> [Your task]: Note how many lines in these entries contain "main", and reply with that number alone.
(Record set)
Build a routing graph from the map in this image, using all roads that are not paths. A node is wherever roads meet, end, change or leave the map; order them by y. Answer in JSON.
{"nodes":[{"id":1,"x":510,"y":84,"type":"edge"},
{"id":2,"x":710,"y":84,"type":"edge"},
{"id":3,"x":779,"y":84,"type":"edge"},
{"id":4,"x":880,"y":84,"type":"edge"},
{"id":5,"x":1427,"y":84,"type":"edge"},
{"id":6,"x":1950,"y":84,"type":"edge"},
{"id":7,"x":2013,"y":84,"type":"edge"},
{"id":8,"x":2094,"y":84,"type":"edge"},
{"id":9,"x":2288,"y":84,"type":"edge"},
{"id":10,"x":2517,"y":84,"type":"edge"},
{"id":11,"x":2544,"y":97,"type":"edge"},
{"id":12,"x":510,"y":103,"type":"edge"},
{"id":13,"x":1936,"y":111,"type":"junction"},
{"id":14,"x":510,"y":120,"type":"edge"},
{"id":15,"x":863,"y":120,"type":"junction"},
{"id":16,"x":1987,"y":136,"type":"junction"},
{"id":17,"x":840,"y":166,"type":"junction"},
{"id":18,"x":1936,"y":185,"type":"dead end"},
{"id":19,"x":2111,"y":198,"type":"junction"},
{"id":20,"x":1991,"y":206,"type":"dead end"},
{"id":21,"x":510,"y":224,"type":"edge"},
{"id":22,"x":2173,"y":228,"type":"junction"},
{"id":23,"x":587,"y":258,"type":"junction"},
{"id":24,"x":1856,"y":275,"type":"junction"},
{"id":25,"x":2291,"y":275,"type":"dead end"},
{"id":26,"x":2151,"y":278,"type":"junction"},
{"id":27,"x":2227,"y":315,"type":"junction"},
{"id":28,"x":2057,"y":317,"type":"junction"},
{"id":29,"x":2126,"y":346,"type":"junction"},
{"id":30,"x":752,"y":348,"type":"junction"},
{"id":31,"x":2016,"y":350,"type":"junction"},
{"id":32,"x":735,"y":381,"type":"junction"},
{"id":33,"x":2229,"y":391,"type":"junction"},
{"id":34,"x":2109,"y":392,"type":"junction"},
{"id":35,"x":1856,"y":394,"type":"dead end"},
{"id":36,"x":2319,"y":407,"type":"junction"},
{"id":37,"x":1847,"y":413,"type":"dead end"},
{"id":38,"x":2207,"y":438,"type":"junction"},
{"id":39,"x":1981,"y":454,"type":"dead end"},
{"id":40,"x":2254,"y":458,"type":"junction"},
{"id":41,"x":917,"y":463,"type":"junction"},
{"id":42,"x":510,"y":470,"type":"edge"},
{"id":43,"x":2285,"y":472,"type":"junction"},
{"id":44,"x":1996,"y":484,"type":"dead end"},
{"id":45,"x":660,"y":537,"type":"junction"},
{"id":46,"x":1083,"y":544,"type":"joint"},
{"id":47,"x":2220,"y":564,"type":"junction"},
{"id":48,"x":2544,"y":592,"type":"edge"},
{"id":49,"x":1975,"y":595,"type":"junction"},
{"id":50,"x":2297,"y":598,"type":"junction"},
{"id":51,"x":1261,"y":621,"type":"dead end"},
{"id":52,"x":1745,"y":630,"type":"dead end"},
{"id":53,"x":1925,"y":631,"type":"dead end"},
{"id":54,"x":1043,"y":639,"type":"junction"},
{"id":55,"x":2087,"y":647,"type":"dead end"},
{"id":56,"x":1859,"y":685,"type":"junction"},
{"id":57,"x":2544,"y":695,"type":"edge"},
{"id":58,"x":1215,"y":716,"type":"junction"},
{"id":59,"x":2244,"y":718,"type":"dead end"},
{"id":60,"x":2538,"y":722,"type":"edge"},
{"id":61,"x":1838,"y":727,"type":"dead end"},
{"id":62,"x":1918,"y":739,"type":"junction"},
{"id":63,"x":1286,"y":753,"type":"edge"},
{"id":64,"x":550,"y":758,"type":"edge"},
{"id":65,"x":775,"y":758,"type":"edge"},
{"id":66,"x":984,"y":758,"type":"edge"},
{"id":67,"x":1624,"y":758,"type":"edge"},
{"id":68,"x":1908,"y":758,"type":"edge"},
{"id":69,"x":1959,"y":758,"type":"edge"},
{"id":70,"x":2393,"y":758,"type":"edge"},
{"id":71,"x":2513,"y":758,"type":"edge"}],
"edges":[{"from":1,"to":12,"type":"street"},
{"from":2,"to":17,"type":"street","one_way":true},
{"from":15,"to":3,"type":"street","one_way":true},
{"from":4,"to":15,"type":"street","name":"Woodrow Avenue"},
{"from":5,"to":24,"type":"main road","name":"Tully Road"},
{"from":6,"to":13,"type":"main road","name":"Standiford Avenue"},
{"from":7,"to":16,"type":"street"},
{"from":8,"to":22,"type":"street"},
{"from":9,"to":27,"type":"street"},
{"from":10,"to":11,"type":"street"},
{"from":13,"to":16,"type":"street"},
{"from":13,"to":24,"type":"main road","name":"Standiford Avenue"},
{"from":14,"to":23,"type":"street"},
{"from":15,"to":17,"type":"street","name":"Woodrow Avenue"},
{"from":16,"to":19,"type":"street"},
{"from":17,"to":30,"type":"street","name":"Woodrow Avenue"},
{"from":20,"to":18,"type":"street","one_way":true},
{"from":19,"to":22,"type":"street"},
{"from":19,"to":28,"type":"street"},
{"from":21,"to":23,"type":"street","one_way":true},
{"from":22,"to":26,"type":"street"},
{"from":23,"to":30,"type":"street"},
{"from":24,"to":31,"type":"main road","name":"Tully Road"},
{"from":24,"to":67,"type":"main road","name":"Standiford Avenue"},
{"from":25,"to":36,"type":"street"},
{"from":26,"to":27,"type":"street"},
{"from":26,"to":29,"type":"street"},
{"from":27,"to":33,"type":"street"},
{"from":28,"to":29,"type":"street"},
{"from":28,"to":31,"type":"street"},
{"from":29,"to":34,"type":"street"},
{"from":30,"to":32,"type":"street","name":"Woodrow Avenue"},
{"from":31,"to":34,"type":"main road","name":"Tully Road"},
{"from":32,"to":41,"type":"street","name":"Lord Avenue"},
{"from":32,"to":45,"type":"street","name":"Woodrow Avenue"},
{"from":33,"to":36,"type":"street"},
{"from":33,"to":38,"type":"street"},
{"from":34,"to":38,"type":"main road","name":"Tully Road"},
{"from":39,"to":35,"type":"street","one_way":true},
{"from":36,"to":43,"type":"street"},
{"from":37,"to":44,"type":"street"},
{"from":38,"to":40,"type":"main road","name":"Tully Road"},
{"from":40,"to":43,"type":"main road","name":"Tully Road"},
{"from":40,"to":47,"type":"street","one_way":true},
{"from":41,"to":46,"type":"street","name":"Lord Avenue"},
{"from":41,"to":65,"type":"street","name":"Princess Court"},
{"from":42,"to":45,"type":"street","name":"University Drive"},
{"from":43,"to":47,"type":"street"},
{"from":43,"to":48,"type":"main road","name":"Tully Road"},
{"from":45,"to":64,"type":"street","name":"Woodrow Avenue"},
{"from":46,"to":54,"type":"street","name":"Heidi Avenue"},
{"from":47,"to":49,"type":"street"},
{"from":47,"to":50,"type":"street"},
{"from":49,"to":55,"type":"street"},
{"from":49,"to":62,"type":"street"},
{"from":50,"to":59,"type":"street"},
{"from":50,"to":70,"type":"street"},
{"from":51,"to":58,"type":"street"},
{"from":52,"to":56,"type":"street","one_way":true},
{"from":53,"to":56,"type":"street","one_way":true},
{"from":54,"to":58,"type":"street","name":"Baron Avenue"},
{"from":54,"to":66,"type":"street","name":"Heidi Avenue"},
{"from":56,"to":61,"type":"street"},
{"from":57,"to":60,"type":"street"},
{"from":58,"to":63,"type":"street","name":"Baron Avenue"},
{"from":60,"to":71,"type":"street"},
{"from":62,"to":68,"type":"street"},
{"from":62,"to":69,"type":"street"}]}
(End Record set)
> [Problem solution]: 10